Let’s talk about something that is really painful….type 2 slowly changing dimension. Of course, it can be the best solution in certain cases and yes, it is a very basic data warehousing concept but sometimes, isn’t it a bit “challenging” (to avoid the word painful) for everyone (users included) to maintain and/ or query a slowly changing dimensioned fact table?
Several mechanisms such as snapshot fact tables can “save” the project from them. For that, please refer to the luminous article prepared by Doug Barrett for this blog (SnapShot Fact Tables vs Type 2 dimensions / 20 Dec ’07).
But what can be done when the dimension is already in place? Let’s assume in addition that the users are not very familiar with this type of object and that the new piece of reporting does not require any history on the concerned dimension…
The answer is simple: a dimension view! As close as possible to a type 1 dimension… The goal is to simplify the data and for that, stick to the last known version of the dimension record (as we would do it for a type 1). However, there will be no one-to-one relationship between the surrogate key and the business key components. We still need all surrogate keys per business key to be able to link the data back to the whole fact table.
Once again, it is possible when the context (data, users, requirements…) allows it, but this is typically something that will simplify everybody’s life. Let’s go back to our classic example: A basic sales transactional fact table dimensioned by a type 2 dim_customer that looks like the following table:
- dim_cust_key is the dim surrogate key (key type: 0)Ø cust_number is the primary business key (key type: A)Ø version and status_flag are the added business key (key type: 1)Ø address is the slowly changing column (key type: 3)

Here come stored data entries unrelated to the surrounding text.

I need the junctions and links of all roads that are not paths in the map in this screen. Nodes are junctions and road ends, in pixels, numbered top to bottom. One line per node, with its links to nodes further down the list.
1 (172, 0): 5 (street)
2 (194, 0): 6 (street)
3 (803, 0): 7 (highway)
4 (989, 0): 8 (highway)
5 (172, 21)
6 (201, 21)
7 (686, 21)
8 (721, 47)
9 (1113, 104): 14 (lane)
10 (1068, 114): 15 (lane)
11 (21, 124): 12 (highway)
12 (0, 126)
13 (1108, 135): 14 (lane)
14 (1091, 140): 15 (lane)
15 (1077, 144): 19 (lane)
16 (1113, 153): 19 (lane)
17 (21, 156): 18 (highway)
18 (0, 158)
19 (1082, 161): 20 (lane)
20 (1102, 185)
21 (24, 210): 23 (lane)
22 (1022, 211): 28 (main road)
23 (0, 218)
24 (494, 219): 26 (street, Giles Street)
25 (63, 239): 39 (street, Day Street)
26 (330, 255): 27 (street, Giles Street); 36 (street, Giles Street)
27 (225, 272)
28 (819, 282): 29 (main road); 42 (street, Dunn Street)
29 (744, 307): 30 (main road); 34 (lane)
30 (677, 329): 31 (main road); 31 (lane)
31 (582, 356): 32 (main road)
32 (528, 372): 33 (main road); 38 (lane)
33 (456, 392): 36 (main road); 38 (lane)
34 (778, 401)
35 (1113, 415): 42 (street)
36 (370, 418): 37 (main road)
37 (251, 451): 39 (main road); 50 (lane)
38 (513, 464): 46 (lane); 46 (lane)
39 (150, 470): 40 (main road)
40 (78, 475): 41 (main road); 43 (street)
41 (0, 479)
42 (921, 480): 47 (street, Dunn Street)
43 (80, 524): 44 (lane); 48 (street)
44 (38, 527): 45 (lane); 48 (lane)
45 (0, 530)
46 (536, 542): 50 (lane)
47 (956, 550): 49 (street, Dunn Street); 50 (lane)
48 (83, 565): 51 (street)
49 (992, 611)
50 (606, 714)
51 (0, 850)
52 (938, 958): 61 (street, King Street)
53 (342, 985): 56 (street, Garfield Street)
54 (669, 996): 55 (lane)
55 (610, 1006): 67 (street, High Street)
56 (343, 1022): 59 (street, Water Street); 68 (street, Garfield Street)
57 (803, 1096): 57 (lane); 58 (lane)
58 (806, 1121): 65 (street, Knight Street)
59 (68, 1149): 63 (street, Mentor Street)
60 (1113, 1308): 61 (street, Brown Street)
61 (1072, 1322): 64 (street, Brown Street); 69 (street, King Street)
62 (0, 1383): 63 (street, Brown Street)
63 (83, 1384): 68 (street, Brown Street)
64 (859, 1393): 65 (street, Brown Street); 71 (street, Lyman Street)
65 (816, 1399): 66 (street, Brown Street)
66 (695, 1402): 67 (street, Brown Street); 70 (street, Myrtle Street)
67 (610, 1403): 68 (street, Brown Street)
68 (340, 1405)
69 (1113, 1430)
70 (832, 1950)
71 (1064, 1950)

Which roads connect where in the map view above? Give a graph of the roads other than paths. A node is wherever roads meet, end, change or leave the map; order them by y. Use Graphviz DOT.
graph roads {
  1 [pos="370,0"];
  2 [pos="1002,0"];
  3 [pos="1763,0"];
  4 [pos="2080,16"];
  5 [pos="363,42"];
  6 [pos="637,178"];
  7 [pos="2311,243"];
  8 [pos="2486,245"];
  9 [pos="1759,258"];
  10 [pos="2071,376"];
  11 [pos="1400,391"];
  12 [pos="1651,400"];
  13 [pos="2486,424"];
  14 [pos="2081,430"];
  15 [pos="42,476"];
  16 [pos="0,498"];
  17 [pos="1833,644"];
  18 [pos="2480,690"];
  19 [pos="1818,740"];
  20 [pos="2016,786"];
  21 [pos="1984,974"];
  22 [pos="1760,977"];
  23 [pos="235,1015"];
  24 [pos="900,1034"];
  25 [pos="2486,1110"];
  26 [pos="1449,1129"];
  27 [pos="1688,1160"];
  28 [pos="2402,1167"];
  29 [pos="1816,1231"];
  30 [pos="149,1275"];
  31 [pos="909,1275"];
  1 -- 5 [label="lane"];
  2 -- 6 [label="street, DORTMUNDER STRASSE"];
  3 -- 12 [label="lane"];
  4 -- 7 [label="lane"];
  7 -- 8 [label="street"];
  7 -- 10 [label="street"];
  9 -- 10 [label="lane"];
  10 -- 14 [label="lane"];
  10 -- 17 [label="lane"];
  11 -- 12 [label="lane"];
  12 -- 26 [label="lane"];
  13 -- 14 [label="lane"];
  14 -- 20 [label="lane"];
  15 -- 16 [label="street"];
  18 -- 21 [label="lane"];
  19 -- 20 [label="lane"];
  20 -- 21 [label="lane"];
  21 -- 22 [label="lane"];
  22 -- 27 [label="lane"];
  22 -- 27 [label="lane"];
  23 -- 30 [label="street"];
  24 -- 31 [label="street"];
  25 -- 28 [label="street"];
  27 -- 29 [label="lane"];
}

All we have to do is create a view with all fields from the customer dimension but valid_from, valid_to dates, status and version. Obviously, we leave the business key blank in the definition. Then, we transform the slowly changing column to make it the last known value (identified by dss_current_flag = ‘Y’ for instance) for each occurrence of the business key. The Oracle / MsSQL statement in the transformation of the column city in our example should looks like this:
Select b.cityfrom dim_customer b where dss_current_flag = ‘Y’ and b.cust_number = dim_customer.cust_number
The result view is as follows:
We have now two levels of information for customers. The dimension view for simple things is ready to help. Join it, grouped by the business key for instance to link all data from the fact table. When reporting is more elaborated, more complex, the Type 2 Dimension table is still to be used for tracking changes properly.
There are different ways to do this kind of thing; we could for instance as well add a “current” field directly in the slowly changing dimension and query (or build the view) from it. The goal is just to simplify the use of the dimension when possible. After that, it is up to the developer to deploy what suits the best depending on the context.